そして、彼に話しかけてきた。「最近、子供達の声がお宅から、聞こえてくるような気がするんだけど、あと、近くの公園に行くのも、見かけたわ。あの子たちは、一体…。」
彼は、焦って言った。「あの子たちは、私の親戚でして、仕事の関係で、その親戚が、外国にいるので、預かっているんですよ。」
彼は、胸の鼓動が、止まらなかった。
隣の奥さんは「そう。別にいいけど…。」と、言って出掛けていった。
彼は、内心思った。「良かった。普段から近所付き合いがなくて、これで、近所の人と仲良かったら、根掘り葉掘り、聞かれていた。」
私は、気を取り直して、仕事に向かった。
今日は、ピッキングの仕事だった。
ピッキングというのは、商品をリストを見ながら、カートに棚から、取り出していく作業だ。

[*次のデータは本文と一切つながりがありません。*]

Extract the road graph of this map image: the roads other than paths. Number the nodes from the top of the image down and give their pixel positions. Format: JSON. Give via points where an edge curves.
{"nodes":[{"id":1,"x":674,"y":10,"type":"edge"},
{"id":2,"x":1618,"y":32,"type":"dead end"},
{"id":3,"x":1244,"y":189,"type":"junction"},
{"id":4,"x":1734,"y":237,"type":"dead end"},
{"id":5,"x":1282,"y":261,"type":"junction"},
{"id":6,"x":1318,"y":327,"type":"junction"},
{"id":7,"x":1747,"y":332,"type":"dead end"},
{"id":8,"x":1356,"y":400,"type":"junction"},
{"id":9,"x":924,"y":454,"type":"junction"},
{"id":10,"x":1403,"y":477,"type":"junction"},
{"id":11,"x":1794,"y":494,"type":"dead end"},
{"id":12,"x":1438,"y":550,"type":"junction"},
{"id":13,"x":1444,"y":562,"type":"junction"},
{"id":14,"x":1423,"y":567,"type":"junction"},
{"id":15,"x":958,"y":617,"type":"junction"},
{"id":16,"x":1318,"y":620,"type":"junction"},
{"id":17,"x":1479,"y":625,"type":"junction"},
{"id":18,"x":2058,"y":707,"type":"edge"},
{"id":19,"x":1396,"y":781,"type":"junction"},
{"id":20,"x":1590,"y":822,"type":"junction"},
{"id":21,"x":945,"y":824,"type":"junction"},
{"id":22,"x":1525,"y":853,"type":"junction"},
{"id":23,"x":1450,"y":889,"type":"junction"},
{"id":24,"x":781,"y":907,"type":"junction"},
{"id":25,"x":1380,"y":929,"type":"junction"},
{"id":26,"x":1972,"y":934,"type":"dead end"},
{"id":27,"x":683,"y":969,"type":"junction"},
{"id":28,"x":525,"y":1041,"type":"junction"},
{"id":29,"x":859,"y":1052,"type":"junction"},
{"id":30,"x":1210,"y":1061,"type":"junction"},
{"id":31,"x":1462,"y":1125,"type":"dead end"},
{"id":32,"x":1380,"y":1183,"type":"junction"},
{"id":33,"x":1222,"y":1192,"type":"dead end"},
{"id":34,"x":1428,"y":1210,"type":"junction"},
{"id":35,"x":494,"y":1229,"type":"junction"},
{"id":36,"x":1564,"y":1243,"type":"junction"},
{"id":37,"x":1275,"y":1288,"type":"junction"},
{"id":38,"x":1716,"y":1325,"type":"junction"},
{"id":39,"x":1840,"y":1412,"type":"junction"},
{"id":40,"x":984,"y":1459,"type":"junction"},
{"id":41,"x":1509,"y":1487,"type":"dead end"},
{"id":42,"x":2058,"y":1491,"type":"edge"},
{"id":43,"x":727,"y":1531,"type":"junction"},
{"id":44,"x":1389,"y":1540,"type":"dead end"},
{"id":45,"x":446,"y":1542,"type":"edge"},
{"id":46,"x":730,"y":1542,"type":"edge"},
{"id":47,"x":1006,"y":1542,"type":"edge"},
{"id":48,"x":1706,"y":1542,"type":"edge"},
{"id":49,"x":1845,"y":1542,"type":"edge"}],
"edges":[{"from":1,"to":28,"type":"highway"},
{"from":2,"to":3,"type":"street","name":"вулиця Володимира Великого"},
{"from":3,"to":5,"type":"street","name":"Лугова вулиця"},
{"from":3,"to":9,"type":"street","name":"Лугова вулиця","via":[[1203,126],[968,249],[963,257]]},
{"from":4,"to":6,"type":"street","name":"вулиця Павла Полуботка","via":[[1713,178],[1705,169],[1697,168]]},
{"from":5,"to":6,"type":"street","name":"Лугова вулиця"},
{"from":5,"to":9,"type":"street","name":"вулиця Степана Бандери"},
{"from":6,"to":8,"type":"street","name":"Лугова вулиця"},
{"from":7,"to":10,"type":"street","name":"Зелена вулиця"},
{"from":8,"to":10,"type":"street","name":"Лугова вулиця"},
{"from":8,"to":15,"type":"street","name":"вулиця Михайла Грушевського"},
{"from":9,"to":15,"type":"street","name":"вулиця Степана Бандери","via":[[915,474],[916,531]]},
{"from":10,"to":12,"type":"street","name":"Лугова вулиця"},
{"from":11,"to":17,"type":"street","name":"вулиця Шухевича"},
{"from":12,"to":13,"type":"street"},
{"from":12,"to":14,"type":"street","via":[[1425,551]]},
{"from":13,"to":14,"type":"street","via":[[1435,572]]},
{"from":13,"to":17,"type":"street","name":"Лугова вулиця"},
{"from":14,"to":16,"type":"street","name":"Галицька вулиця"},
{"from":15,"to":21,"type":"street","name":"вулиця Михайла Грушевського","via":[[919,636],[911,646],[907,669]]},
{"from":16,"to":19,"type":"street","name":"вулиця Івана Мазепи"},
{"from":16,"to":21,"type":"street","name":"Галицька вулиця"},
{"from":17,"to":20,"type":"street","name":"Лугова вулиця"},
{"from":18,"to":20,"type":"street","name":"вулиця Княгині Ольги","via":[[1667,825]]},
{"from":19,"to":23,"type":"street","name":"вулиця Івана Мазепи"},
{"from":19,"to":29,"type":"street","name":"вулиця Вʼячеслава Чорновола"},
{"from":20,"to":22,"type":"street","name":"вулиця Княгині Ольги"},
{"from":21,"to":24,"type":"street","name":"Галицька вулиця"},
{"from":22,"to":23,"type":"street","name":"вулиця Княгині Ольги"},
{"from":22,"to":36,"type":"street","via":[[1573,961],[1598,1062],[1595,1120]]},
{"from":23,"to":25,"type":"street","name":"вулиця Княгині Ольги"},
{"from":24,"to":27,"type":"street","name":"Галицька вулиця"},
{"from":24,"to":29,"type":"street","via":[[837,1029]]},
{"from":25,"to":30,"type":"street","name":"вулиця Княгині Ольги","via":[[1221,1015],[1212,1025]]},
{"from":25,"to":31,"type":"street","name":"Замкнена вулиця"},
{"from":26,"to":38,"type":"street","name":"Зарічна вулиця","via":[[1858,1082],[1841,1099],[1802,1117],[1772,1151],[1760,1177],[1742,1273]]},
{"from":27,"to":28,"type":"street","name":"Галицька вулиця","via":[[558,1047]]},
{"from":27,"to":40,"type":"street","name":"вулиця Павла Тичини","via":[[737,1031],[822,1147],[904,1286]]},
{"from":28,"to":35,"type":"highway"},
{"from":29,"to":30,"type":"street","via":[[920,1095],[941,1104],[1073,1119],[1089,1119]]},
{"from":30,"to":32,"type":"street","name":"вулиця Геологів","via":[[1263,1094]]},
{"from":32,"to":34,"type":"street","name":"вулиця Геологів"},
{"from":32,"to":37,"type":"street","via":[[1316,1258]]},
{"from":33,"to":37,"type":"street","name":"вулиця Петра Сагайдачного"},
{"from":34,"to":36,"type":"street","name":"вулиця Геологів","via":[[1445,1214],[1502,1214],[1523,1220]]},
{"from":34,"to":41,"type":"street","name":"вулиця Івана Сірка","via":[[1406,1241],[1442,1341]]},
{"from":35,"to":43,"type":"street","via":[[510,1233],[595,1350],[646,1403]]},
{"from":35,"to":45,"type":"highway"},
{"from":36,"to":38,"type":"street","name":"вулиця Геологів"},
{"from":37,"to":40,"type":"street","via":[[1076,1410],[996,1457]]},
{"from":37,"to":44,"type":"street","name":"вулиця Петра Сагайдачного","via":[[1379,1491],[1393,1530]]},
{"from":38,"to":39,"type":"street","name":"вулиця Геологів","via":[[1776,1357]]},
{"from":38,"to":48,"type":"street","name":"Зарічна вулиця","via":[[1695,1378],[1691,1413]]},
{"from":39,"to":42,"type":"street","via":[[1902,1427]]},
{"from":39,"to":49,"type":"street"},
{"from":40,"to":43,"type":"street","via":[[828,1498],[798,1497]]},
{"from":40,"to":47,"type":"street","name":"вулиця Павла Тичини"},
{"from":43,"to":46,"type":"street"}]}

日雇いの仕事で、多い作業なのだが、場所によってやり方がだいぶ変わる。
初めての場所でのピッキングは、やはり、要領を得ず、やはり、作業は、遅れてしまった。おまけに、方向音痴で、本当に向いていない作業だ。同じ所を何回も、まわったりした。その為、無駄に人より歩く。おかげで、昼休みは、へとへとになり、小さなおにぎり1つ、1人きりで、こっそり食べた。
また、2時間ほど、残業して、帰ってきた。
子供達は、また、小さな声で「お帰りなさい」と言って出迎えた。
子供たちが、寝静まると、今朝のことを思いかえした。